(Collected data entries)

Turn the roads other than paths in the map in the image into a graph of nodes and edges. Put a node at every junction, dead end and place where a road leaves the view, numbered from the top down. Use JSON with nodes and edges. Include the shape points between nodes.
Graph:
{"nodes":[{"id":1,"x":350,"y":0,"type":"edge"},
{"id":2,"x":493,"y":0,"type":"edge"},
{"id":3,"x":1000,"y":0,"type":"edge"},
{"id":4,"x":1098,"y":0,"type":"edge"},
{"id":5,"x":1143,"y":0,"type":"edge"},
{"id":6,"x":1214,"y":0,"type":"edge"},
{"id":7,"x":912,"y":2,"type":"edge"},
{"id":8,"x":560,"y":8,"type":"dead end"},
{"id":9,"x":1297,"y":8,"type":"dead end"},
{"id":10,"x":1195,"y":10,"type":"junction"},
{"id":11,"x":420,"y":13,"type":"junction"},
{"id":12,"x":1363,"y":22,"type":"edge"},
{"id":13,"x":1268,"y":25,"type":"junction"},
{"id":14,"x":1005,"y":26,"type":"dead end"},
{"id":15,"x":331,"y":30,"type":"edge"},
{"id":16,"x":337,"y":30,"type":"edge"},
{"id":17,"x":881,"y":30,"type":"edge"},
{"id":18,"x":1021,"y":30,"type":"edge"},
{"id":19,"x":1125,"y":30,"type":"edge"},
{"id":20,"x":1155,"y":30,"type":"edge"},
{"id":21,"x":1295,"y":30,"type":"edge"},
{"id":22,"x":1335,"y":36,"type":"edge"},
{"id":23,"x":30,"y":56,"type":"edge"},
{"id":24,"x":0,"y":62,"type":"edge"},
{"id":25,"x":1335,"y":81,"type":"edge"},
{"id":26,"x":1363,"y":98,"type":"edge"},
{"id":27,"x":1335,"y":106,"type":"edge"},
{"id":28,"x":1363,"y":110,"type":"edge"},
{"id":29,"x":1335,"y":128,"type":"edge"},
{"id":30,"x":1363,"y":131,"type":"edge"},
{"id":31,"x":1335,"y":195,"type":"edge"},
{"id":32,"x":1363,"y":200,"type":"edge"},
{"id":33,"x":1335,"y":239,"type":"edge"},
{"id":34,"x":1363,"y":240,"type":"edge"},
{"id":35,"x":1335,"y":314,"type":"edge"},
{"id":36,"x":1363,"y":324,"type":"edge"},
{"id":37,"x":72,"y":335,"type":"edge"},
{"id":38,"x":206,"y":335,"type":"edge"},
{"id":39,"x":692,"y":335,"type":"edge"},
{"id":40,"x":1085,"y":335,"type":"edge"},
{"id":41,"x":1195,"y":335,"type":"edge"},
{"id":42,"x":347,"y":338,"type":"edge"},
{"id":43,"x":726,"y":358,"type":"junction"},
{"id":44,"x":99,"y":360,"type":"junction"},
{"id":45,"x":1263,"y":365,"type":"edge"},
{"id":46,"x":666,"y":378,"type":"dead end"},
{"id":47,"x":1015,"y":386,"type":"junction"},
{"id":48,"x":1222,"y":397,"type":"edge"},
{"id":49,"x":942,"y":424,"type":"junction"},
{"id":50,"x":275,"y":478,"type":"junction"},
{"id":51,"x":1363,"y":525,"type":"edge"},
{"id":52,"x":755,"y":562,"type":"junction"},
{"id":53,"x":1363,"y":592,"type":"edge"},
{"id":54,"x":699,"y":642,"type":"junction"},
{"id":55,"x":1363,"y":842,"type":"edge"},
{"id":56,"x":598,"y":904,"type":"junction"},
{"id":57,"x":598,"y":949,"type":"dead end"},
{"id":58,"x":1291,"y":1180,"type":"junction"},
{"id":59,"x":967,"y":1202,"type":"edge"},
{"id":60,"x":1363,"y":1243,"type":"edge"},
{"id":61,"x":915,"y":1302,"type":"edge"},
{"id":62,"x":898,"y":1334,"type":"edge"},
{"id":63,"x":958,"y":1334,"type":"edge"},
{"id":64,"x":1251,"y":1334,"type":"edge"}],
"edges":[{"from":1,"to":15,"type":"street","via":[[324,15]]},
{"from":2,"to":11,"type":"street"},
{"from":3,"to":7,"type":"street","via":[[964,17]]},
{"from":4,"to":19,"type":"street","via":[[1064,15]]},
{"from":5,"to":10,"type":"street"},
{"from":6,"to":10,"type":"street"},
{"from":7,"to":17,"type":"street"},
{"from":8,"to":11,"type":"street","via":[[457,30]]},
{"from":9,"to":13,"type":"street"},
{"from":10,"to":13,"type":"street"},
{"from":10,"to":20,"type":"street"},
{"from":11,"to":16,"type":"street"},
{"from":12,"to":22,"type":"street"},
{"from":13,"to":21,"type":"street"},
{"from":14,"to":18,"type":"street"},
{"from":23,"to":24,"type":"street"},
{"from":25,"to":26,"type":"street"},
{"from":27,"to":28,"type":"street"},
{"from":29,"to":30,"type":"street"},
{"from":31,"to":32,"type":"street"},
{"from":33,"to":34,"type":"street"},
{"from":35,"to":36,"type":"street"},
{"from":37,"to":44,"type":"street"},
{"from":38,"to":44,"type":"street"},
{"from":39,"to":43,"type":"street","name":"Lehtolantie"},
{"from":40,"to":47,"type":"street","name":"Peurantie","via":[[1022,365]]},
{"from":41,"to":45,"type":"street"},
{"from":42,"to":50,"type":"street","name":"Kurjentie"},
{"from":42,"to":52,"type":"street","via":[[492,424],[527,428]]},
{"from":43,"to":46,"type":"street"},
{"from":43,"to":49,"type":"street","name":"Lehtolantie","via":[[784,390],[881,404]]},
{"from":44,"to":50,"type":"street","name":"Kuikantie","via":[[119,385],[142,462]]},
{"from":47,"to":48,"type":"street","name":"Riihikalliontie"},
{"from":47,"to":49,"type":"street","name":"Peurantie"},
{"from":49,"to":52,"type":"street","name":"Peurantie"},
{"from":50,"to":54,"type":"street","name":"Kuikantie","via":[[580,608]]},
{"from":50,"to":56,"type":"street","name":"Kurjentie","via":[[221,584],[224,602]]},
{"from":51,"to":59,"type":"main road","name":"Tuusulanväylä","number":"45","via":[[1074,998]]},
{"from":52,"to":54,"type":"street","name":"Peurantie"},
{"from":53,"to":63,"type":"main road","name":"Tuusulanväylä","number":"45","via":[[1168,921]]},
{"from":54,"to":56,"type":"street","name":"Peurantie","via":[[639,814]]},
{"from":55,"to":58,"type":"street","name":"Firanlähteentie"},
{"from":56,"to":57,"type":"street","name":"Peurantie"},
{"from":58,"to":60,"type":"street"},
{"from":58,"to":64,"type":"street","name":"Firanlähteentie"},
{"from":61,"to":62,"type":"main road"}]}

Action item:
Retype every record above exactly as it stands.

Exercise output:
Turn the roads other than paths in the map in the image into a graph of nodes and edges. Put a node at every junction, dead end and place where a road leaves the view, numbered from the top down. Use JSON with nodes and edges. Include the shape points between nodes.
Graph:
{"nodes":[{"id":1,"x":350,"y":0,"type":"edge"},
{"id":2,"x":493,"y":0,"type":"edge"},
{"id":3,"x":1000,"y":0,"type":"edge"},
{"id":4,"x":1098,"y":0,"type":"edge"},
{"id":5,"x":1143,"y":0,"type":"edge"},
{"id":6,"x":1214,"y":0,"type":"edge"},
{"id":7,"x":912,"y":2,"type":"edge"},
{"id":8,"x":560,"y":8,"type":"dead end"},
{"id":9,"x":1297,"y":8,"type":"dead end"},
{"id":10,"x":1195,"y":10,"type":"junction"},
{"id":11,"x":420,"y":13,"type":"junction"},
{"id":12,"x":1363,"y":22,"type":"edge"},
{"id":13,"x":1268,"y":25,"type":"junction"},
{"id":14,"x":1005,"y":26,"type":"dead end"},
{"id":15,"x":331,"y":30,"type":"edge"},
{"id":16,"x":337,"y":30,"type":"edge"},
{"id":17,"x":881,"y":30,"type":"edge"},
{"id":18,"x":1021,"y":30,"type":"edge"},
{"id":19,"x":1125,"y":30,"type":"edge"},
{"id":20,"x":1155,"y":30,"type":"edge"},
{"id":21,"x":1295,"y":30,"type":"edge"},
{"id":22,"x":1335,"y":36,"type":"edge"},
{"id":23,"x":30,"y":56,"type":"edge"},
{"id":24,"x":0,"y":62,"type":"edge"},
{"id":25,"x":1335,"y":81,"type":"edge"},
{"id":26,"x":1363,"y":98,"type":"edge"},
{"id":27,"x":1335,"y":106,"type":"edge"},
{"id":28,"x":1363,"y":110,"type":"edge"},
{"id":29,"x":1335,"y":128,"type":"edge"},
{"id":30,"x":1363,"y":131,"type":"edge"},
{"id":31,"x":1335,"y":195,"type":"edge"},
{"id":32,"x":1363,"y":200,"type":"edge"},
{"id":33,"x":1335,"y":239,"type":"edge"},
{"id":34,"x":1363,"y":240,"type":"edge"},
{"id":35,"x":1335,"y":314,"type":"edge"},
{"id":36,"x":1363,"y":324,"type":"edge"},
{"id":37,"x":72,"y":335,"type":"edge"},
{"id":38,"x":206,"y":335,"type":"edge"},
{"id":39,"x":692,"y":335,"type":"edge"},
{"id":40,"x":1085,"y":335,"type":"edge"},
{"id":41,"x":1195,"y":335,"type":"edge"},
{"id":42,"x":347,"y":338,"type":"edge"},
{"id":43,"x":726,"y":358,"type":"junction"},
{"id":44,"x":99,"y":360,"type":"junction"},
{"id":45,"x":1263,"y":365,"type":"edge"},
{"id":46,"x":666,"y":378,"type":"dead end"},
{"id":47,"x":1015,"y":386,"type":"junction"},
{"id":48,"x":1222,"y":397,"type":"edge"},
{"id":49,"x":942,"y":424,"type":"junction"},
{"id":50,"x":275,"y":478,"type":"junction"},
{"id":51,"x":1363,"y":525,"type":"edge"},
{"id":52,"x":755,"y":562,"type":"junction"},
{"id":53,"x":1363,"y":592,"type":"edge"},
{"id":54,"x":699,"y":642,"type":"junction"},
{"id":55,"x":1363,"y":842,"type":"edge"},
{"id":56,"x":598,"y":904,"type":"junction"},
{"id":57,"x":598,"y":949,"type":"dead end"},
{"id":58,"x":1291,"y":1180,"type":"junction"},
{"id":59,"x":967,"y":1202,"type":"edge"},
{"id":60,"x":1363,"y":1243,"type":"edge"},
{"id":61,"x":915,"y":1302,"type":"edge"},
{"id":62,"x":898,"y":1334,"type":"edge"},
{"id":63,"x":958,"y":1334,"type":"edge"},
{"id":64,"x":1251,"y":1334,"type":"edge"}],
"edges":[{"from":1,"to":15,"type":"street","via":[[324,15]]},
{"from":2,"to":11,"type":"street"},
{"from":3,"to":7,"type":"street","via":[[964,17]]},
{"from":4,"to":19,"type":"street","via":[[1064,15]]},
{"from":5,"to":10,"type":"street"},
{"from":6,"to":10,"type":"street"},
{"from":7,"to":17,"type":"street"},
{"from":8,"to":11,"type":"street","via":[[457,30]]},
{"from":9,"to":13,"type":"street"},
{"from":10,"to":13,"type":"street"},
{"from":10,"to":20,"type":"street"},
{"from":11,"to":16,"type":"street"},
{"from":12,"to":22,"type":"street"},
{"from":13,"to":21,"type":"street"},
{"from":14,"to":18,"type":"street"},
{"from":23,"to":24,"type":"street"},
{"from":25,"to":26,"type":"street"},
{"from":27,"to":28,"type":"street"},
{"from":29,"to":30,"type":"street"},
{"from":31,"to":32,"type":"street"},
{"from":33,"to":34,"type":"street"},
{"from":35,"to":36,"type":"street"},
{"from":37,"to":44,"type":"street"},
{"from":38,"to":44,"type":"street"},
{"from":39,"to":43,"type":"street","name":"Lehtolantie"},
{"from":40,"to":47,"type":"street","name":"Peurantie","via":[[1022,365]]},
{"from":41,"to":45,"type":"street"},
{"from":42,"to":50,"type":"street","name":"Kurjentie"},
{"from":42,"to":52,"type":"street","via":[[492,424],[527,428]]},
{"from":43,"to":46,"type":"street"},
{"from":43,"to":49,"type":"street","name":"Lehtolantie","via":[[784,390],[881,404]]},
{"from":44,"to":50,"type":"street","name":"Kuikantie","via":[[119,385],[142,462]]},
{"from":47,"to":48,"type":"street","name":"Riihikalliontie"},
{"from":47,"to":49,"type":"street","name":"Peurantie"},
{"from":49,"to":52,"type":"street","name":"Peurantie"},
{"from":50,"to":54,"type":"street","name":"Kuikantie","via":[[580,608]]},
{"from":50,"to":56,"type":"street","name":"Kurjentie","via":[[221,584],[224,602]]},
{"from":51,"to":59,"type":"main road","name":"Tuusulanväylä","number":"45","via":[[1074,998]]},
{"from":52,"to":54,"type":"street","name":"Peurantie"},
{"from":53,"to":63,"type":"main road","name":"Tuusulanväylä","number":"45","via":[[1168,921]]},
{"from":54,"to":56,"type":"street","name":"Peurantie","via":[[639,814]]},
{"from":55,"to":58,"type":"street","name":"Firanlähteentie"},
{"from":56,"to":57,"type":"street","name":"Peurantie"},
{"from":58,"to":60,"type":"street"},
{"from":58,"to":64,"type":"street","name":"Firanlähteentie"},
{"from":61,"to":62,"type":"main road"}]}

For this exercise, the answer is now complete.